The three positions that you lay out are very succinct summations of possible positions but I'm honestly not sure it is as simple as all that. Or, I might say, that the answer is all three at the same time.
Naturally, I incline to the first position and I think that most of the time that the USSR was far-superior to its competitors at the time in terms of offering democracy in the real sense. Democracy, does after all mean rule by the people and to me that is socialism. However, because of the under-developed character of the Soviet Union, because of the World Wars, the Civil War etc. perhaps it wasn't as open or tolerant as people would've liked.
As perverse as this may sound, after Charlottesville, I think more people on the American Left are gaining an insight into the Bolshevik mindset. By this do I mean that they are becoming Bolsheviks? No, but rather with the murder of one of our comrades by a fascist and their terroristic intimidation towards the population at large we are perhaps starting to understand what the Bolsheviks went through, when hundreds of thousands, if not millions, of their comrades were killed in the Civil War and WWII by reactionaries.
I know that comparison sounds really hyperbolic and exaggerated but notice how the discourse has changed even here, no longer is it about whether unlimited free speech is good or bad or whether anti-fa is good, bad, or in-between but now things have shifted towards how to stop the fascists. Now, that actual fascists have came out into the open and drawn blood, to my eyes at least, it seems that the Left is becoming less wrapped up in the philosophical position of "killing the fascist in your head" as New Left and post-modern philosophy proposed and is now becoming focused on stopping the real fascist in the streets.
One criticism made by the Bordigists that I've never argued against is their position that Leninism is a democratic ideology. I mean its true, we're democrats, and in that sense I only disagree with their contention that we're bourgeois democrats or by adopting democratic forms we adopt bourgeois ideas or influences into the party.

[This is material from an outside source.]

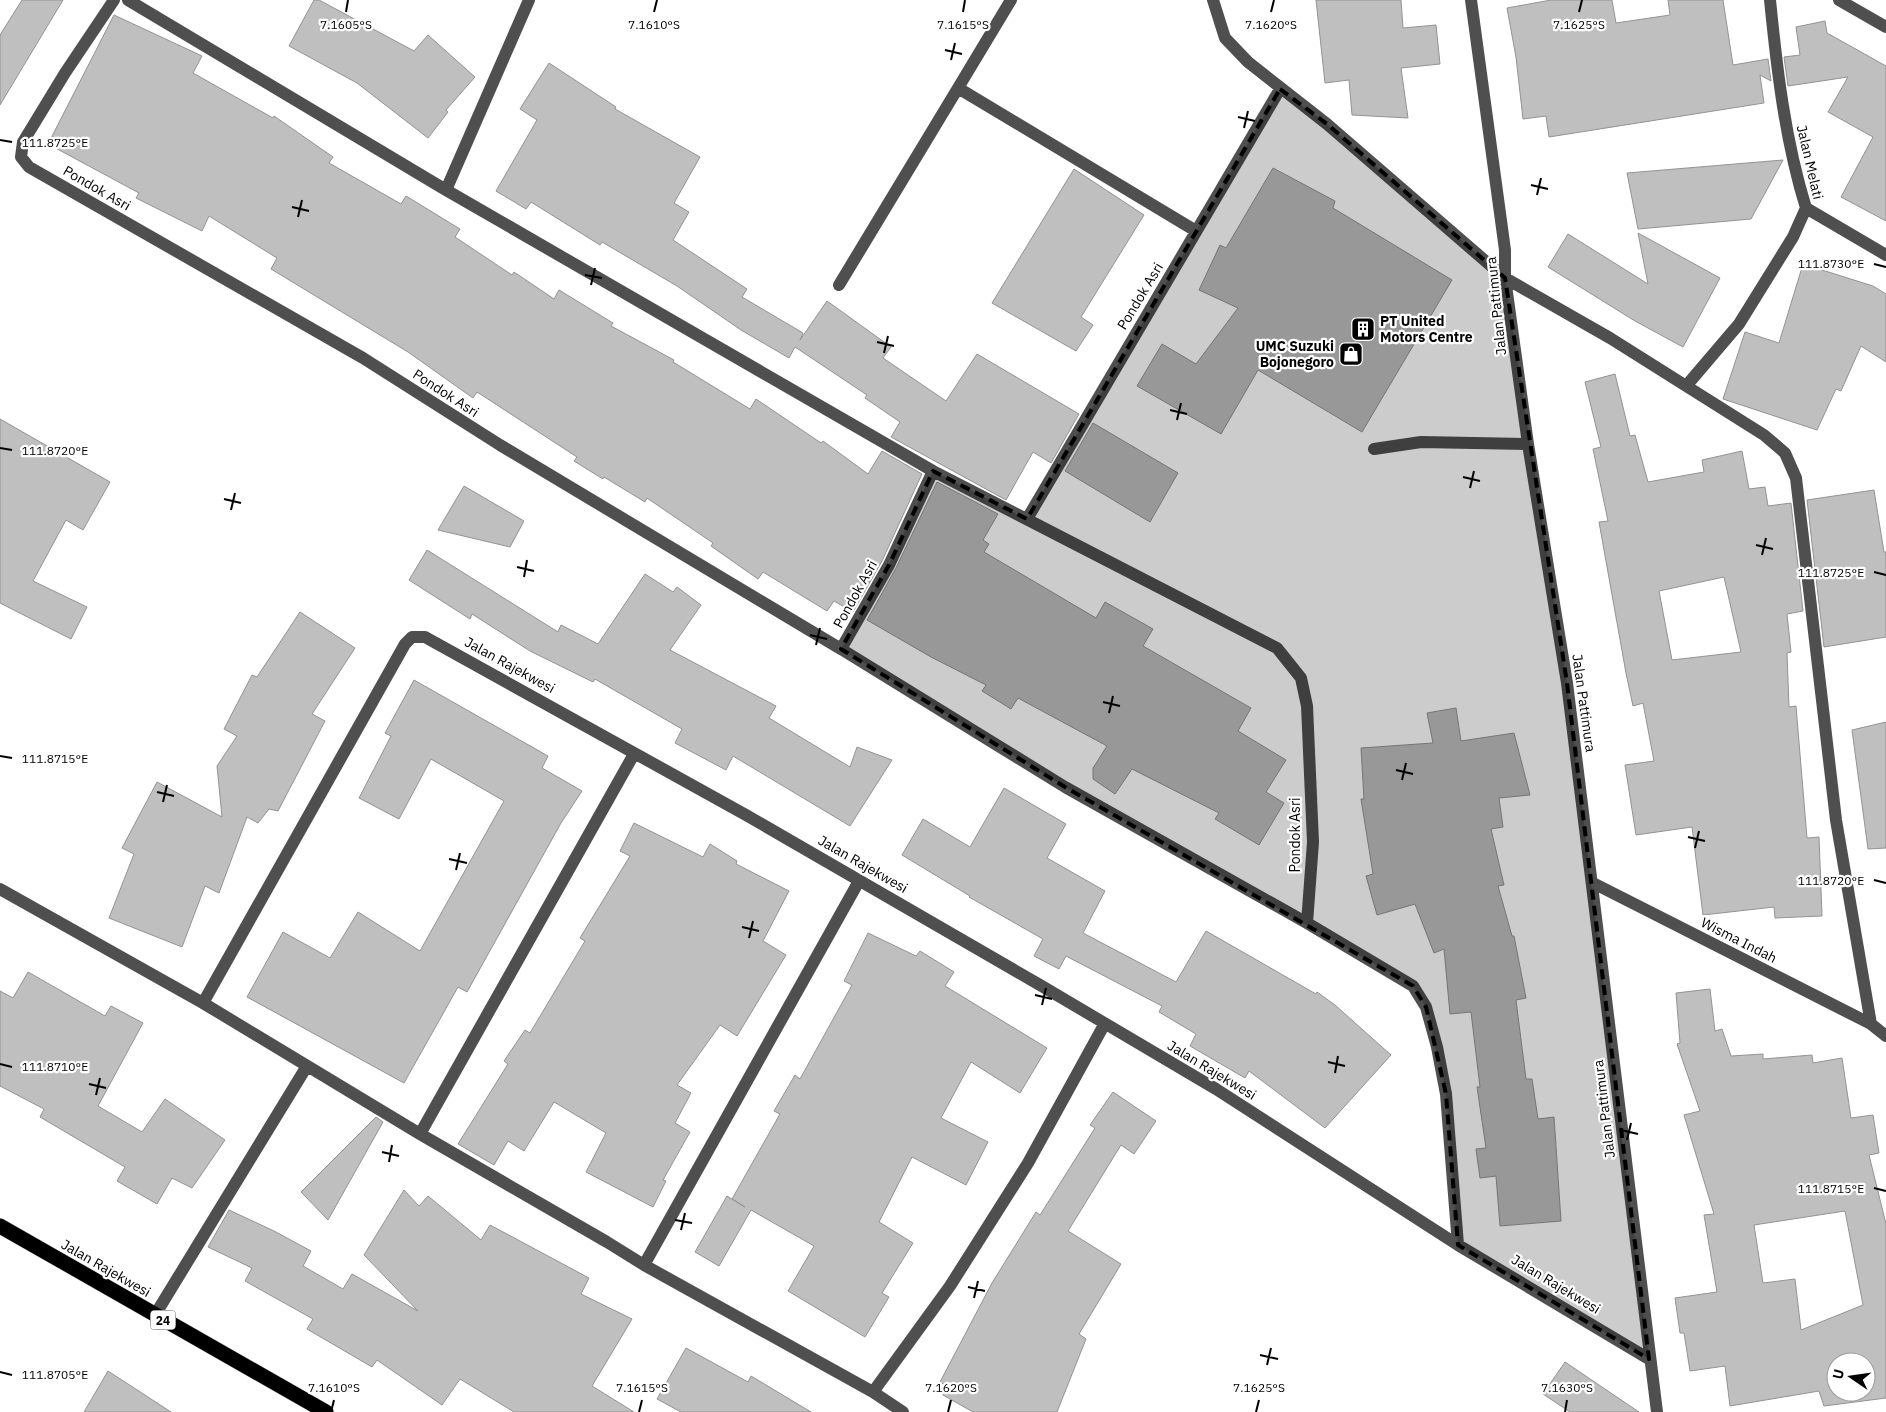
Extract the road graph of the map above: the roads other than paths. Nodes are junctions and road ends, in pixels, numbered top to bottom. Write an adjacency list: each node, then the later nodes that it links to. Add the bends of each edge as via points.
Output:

Soviet law placed a pretty good emphasis on democratic and even individual rights but of course there was an exception reserved for counter-revolutionaries, not unlike the situation that the modern Left finds itself in as an essentially democratic outfit confronted with anti-democratic fascists.
First and second examples probably are the best descriptors of Bolshevik positions and the Soviet experience imo, really only edge-lords take up the third.
Probably the second one tbh Khrushchev's secret speech did a number on the vast majority of ML parties and certain ideologies like Maoism, Castro-Guevarism attempted to recapture the revolutionary energy of pre-Khrushchevite Leninism while mostly agreeing with it in practice. Bring up Stalin around a group of Maoists and your likely to hear "He was important but he made mistakes" what were the mistakes though? You're not likely to hear a solid answer except "he didn't trust the peasantry" followed by a host of Trotskyist criticisms.
Most communist parties have turned into social-democratic parties and so praising Stalin or highlighting his comments without "criticizing" Stalin when he's been reviled by the world bourgeoisie him is a recipe for disaster if you have social-democratic ambitions. A problem of Leninism is that some people come to think that democratic practice is the same as respecting bourgeois democracy, which isn't true.
Personally, I don't reject or embrace the authoritarian label, force/coercion is only a tool and nothing good can come from fetishizing either absolute freedom or absolute despotism. Only the working class can put an end to capitalism and of course it will have to use "authoritarian" ends but little good can come from rejecting the democratic principle or forcing everyone to get the same haircut, or forcing women to become part of a state-mandated gf project sorry Finish Soc Dem or crushing the bones of anyone who has a criticism that isn't popular or you'd rather not hear.